## GIVEN DATA
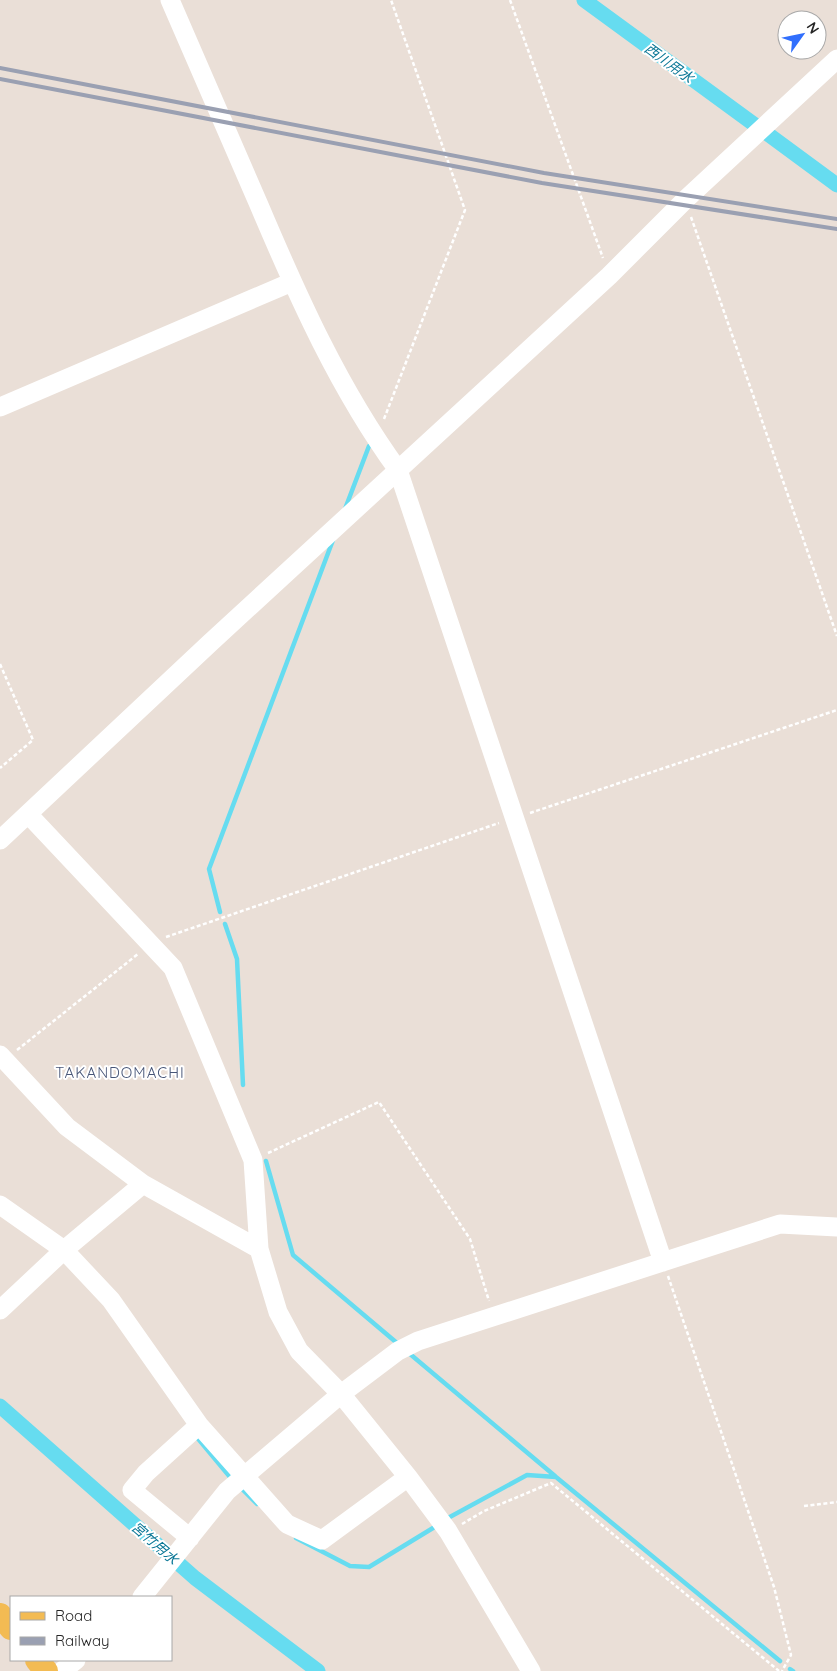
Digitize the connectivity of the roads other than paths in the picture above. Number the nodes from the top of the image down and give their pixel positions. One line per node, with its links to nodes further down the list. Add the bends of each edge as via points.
1 (170, 0): 3 (street)
2 (837, 59): 5 (street, via 685,200 609,276)
3 (292, 282): 4 (street); 5 (street, via 347,392)
4 (0, 407)
5 (398, 470): 6 (street); 14 (street)
6 (28, 814): 7 (street); 12 (street, via 173,968 253,1160)
7 (0, 840)
8 (3, 1058): 9 (street, via 66,1127)
9 (143, 1184): 12 (street); 13 (street)
10 (0, 1204): 13 (street)
11 (837, 1227): 14 (street, via 780,1224)
12 (259, 1249): 16 (street, via 278,1312 299,1351)
13 (62, 1252): 15 (street); 17 (street, via 111,1300)
14 (663, 1262): 16 (street, via 411,1344)
15 (0, 1310)
16 (341, 1394): 18 (street); 19 (street)
17 (199, 1425): 18 (street); 20 (street, via 132,1490)
18 (244, 1477): 19 (street, via 287,1524 322,1540); 20 (street, via 227,1491)
19 (408, 1477): 28 (street, via 448,1531)
20 (186, 1542): 21 (street)
21 (143, 1596)
22 (0, 1615): 23 (main road)
23 (10, 1627)
24 (38, 1661): 26 (main road)
25 (75, 1661): 27 (street)
26 (46, 1671)
27 (62, 1671)
28 (530, 1671)

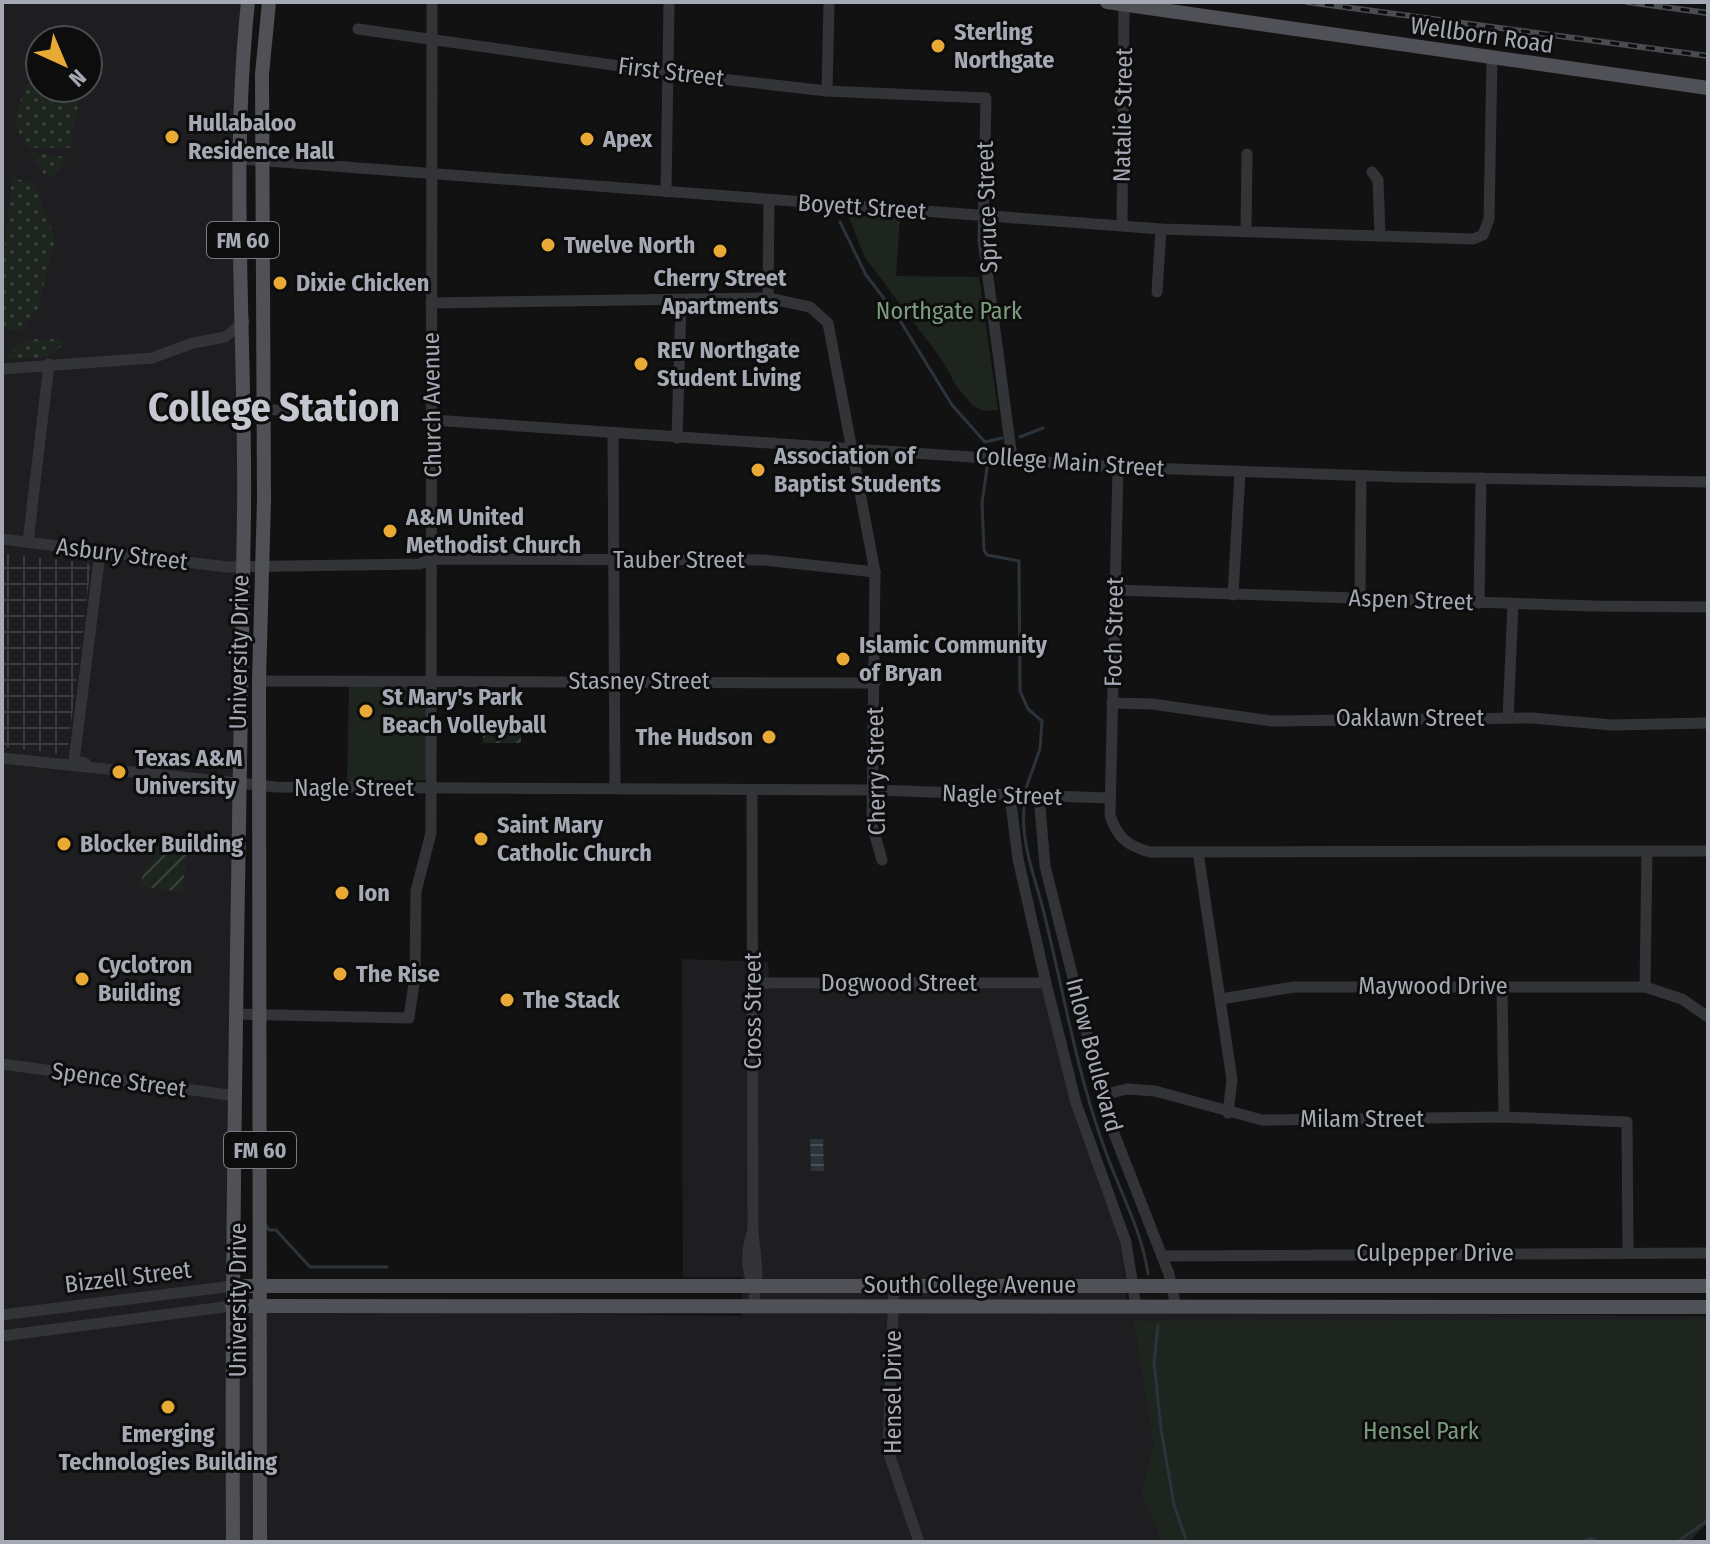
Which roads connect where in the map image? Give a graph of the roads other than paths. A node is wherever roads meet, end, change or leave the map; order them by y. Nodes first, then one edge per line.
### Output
1 (248, 2) edge
2 (269, 2) edge
3 (432, 2) edge
4 (669, 2) edge
5 (829, 2) edge
6 (1107, 2) edge
7 (1124, 5) junction
8 (358, 29) dead end
9 (432, 38) junction
10 (1492, 59) junction
11 (669, 73) junction
12 (1708, 88) edge
13 (827, 91) junction
14 (986, 98) joint
15 (1247, 154) dead end
16 (241, 159) junction
17 (262, 161) junction
18 (1372, 172) dead end
19 (432, 176) junction
20 (666, 192) junction
21 (769, 201) junction
22 (983, 216) junction
23 (1122, 225) junction
24 (1161, 229) junction
25 (1246, 231) junction
26 (1380, 235) junction
27 (1157, 292) dead end
28 (768, 298) junction
29 (681, 302) junction
30 (431, 303) junction
31 (244, 322) junction
32 (49, 364) junction
33 (2, 369) edge
34 (275, 410) dead end
35 (347, 414) dead end
36 (432, 420) junction
37 (613, 433) junction
38 (677, 438) junction
39 (853, 449) junction
40 (1012, 458) junction
41 (1118, 467) junction
42 (1240, 472) junction
43 (1361, 476) junction
44 (1481, 478) junction
45 (1708, 482) edge
46 (2, 539) edge
47 (28, 542) junction
48 (100, 553) junction
49 (432, 559) junction
50 (614, 559) junction
51 (262, 565) junction
52 (243, 566) junction
53 (875, 572) junction
54 (1115, 590) junction
55 (1233, 595) junction
56 (1360, 599) junction
57 (1479, 603) junction
58 (1513, 604) junction
59 (1708, 607) edge
60 (615, 680) junction
61 (259, 681) junction
62 (432, 682) junction
63 (875, 683) junction
64 (1112, 703) junction
65 (1508, 718) junction
66 (1708, 723) edge
67 (2, 758) edge
68 (105, 768) junction
69 (240, 783) junction
70 (260, 785) junction
71 (431, 788) junction
72 (615, 788) junction
73 (873, 790) junction
74 (752, 791) junction
75 (1010, 796) junction
76 (1039, 796) junction
77 (1110, 798) junction
78 (1708, 851) edge
79 (1198, 852) junction
80 (1647, 852) junction
81 (882, 860) dead end
82 (753, 983) junction
83 (1046, 983) junction
84 (1502, 986) junction
85 (1645, 987) junction
86 (1221, 999) junction
87 (237, 1014) junction
88 (261, 1014) junction
89 (1708, 1017) edge
90 (2, 1064) edge
91 (1102, 1095) junction
92 (236, 1096) junction
93 (1228, 1113) junction
94 (1504, 1117) junction
95 (1628, 1252) junction
96 (1708, 1253) edge
97 (1162, 1256) junction
98 (531, 1285) junction
99 (753, 1285) junction
100 (894, 1285) junction
101 (1173, 1285) junction
102 (1470, 1285) junction
103 (233, 1286) junction
104 (259, 1286) junction
105 (1016, 1286) junction
106 (1135, 1286) junction
107 (1708, 1286) edge
108 (232, 1306) junction
109 (260, 1306) junction
110 (531, 1307) junction
111 (894, 1307) junction
112 (1017, 1307) junction
113 (1136, 1307) junction
114 (1176, 1307) junction
115 (1470, 1307) junction
116 (1708, 1307) edge
117 (753, 1308) junction
118 (2, 1315) edge
119 (2, 1336) edge
120 (233, 1542) edge
121 (260, 1542) edge
122 (919, 1542) edge

1 - 16 main road, University Drive / FM 60
2 - 17 main road, University Drive / FM 60
3 - 9 street, Church Avenue
4 - 11 street
5 - 13 street
6 - 7 main road, Wellborn Road
7 - 10 main road, Wellborn Road
7 - 23 street, Natalie Street
8 - 9 street, First Street
9 - 11 street, First Street
9 - 19 street, Church Avenue
10 - 12 main road, Wellborn Road
10 - 26 street, Boyett Street
11 - 13 street, First Street
11 - 20 street
13 - 14 street, First Street
14 - 22 street, Spruce Street
15 - 25 street
16 - 17 street, Boyett Street
16 - 31 main road, University Drive / FM 60
17 - 19 street, Boyett Street
17 - 51 main road, University Drive / FM 60
18 - 26 street
19 - 20 street, Boyett Street
19 - 30 street, Church Avenue
20 - 21 street, Boyett Street
21 - 22 street, Boyett Street
21 - 28 street
22 - 23 street, Boyett Street
22 - 40 street, Spruce Street
23 - 24 street, Boyett Street
24 - 25 street, Boyett Street
24 - 27 street
25 - 26 street, Boyett Street
28 - 29 street, Cherry Street
28 - 39 street, Cherry Street
29 - 30 street, Cherry Street
29 - 38 street
30 - 36 street, Church Avenue
31 - 32 street
31 - 52 main road, University Drive / FM 60
32 - 33 street
32 - 47 street
34 - 35 street
36 - 37 street, College Main Street
36 - 49 street, Church Avenue
37 - 38 street, College Main Street
37 - 50 street
38 - 39 street, College Main Street
39 - 40 street, College Main Street
39 - 53 street, Cherry Street
40 - 41 street, College Main Street
41 - 42 street, College Main Street
41 - 54 street, Foch Street
42 - 43 street, College Main Street
42 - 55 street
43 - 44 street, College Main Street
43 - 56 street
44 - 45 street, College Main Street
44 - 57 street
46 - 47 street, Asbury Street
47 - 48 street, Asbury Street
48 - 52 street, Asbury Street
48 - 68 street
49 - 50 street, Tauber Street
49 - 51 street, Tauber Street
49 - 62 street, Church Avenue
50 - 53 street, Tauber Street
50 - 60 street
51 - 52 street, Tauber Street
51 - 61 main road, University Drive / FM 60
52 - 69 main road, University Drive / FM 60
53 - 63 street, Cherry Street
54 - 55 street, Aspen Street
54 - 64 street, Foch Street
55 - 56 street, Aspen Street
56 - 57 street, Aspen Street
57 - 58 street, Aspen Street
58 - 59 street, Aspen Street
58 - 65 street
60 - 62 street, Stasney Street
60 - 63 street, Stasney Street
60 - 72 street
61 - 62 street, Stasney Street
61 - 70 main road, University Drive / FM 60
62 - 71 street, Church Avenue
63 - 73 street, Cherry Street
64 - 65 street, Oaklawn Street
64 - 77 street, Foch Street
65 - 66 street, Oaklawn Street
67 - 68 street
68 - 69 street, Nagle Street
69 - 70 street, Nagle Street
69 - 87 main road, University Drive / FM 60
70 - 71 street, Nagle Street
70 - 88 main road, University Drive / FM 60
71 - 72 street, Nagle Street
71 - 88 street, Church Avenue
72 - 74 street, Nagle Street
73 - 74 street, Nagle Street
73 - 75 street, Nagle Street
73 - 81 street, Cherry Street
74 - 82 street, Cross Street
75 - 76 street, Nagle Street
75 - 83 street, Inlow Boulevard
76 - 77 street, Nagle Street
76 - 91 street, Inlow Boulevard
77 - 79 street
78 - 80 street
79 - 80 street
79 - 86 street
80 - 85 street
82 - 83 street, Dogwood Street
82 - 99 street, Cross Street
83 - 106 street, Inlow Boulevard
84 - 85 street, Maywood Drive
84 - 86 street, Maywood Drive
84 - 94 street
85 - 89 street, Maywood Drive
86 - 93 street
87 - 88 street, Church Avenue
87 - 92 main road, University Drive / FM 60
88 - 104 main road, University Drive / FM 60
90 - 92 street, Spence Street
91 - 93 street, Milam Street
91 - 97 street, Inlow Boulevard
92 - 103 main road, University Drive / FM 60
93 - 94 street, Milam Street
94 - 95 street, Milam Street
95 - 96 street, Culpepper Drive
95 - 97 street, Culpepper Drive
97 - 101 street, Inlow Boulevard
98 - 99 main road, South College Avenue
98 - 104 main road, South College Avenue
98 - 110 main road
99 - 100 main road, South College Avenue
99 - 117 street, Cross Street
100 - 105 main road, South College Avenue
100 - 111 street, Hensel Drive
101 - 102 main road, South College Avenue
101 - 106 main road, South College Avenue
101 - 114 street, Inlow Boulevard
102 - 107 main road, South College Avenue
102 - 115 main road
103 - 104 main road, Bizzell Street
103 - 108 main road, University Drive / FM 60
103 - 118 street, Bizzell Street
104 - 109 main road, University Drive / FM 60
105 - 106 main road, South College Avenue
105 - 112 main road
106 - 113 street, Inlow Boulevard
108 - 109 main road, South College Avenue
108 - 119 street, Bizzell Street
108 - 120 main road, University Drive / FM 60
109 - 110 main road, South College Avenue
109 - 121 main road, University Drive / FM 60
110 - 117 main road, South College Avenue
111 - 112 main road, South College Avenue
111 - 117 main road, South College Avenue
111 - 122 street, Hensel Drive
112 - 113 main road, South College Avenue
113 - 114 main road, South College Avenue
114 - 115 main road, South College Avenue
115 - 116 main road, South College Avenue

## EXERCISE BRIEF
Among the lines of the material, find those holding the word "image" and return them.

## TASK RESULT
Digitize the connectivity of the roads other than paths in the picture above. Number the nodes from the top of the image down and give their pixel positions. One line per node, with its links to nodes further down the list. Add the bends of each edge as via points.
Which roads connect where in the map image? Give a graph of the roads other than paths. A node is wherever roads meet, end, change or leave the map; order them by y. Nodes first, then one edge per line.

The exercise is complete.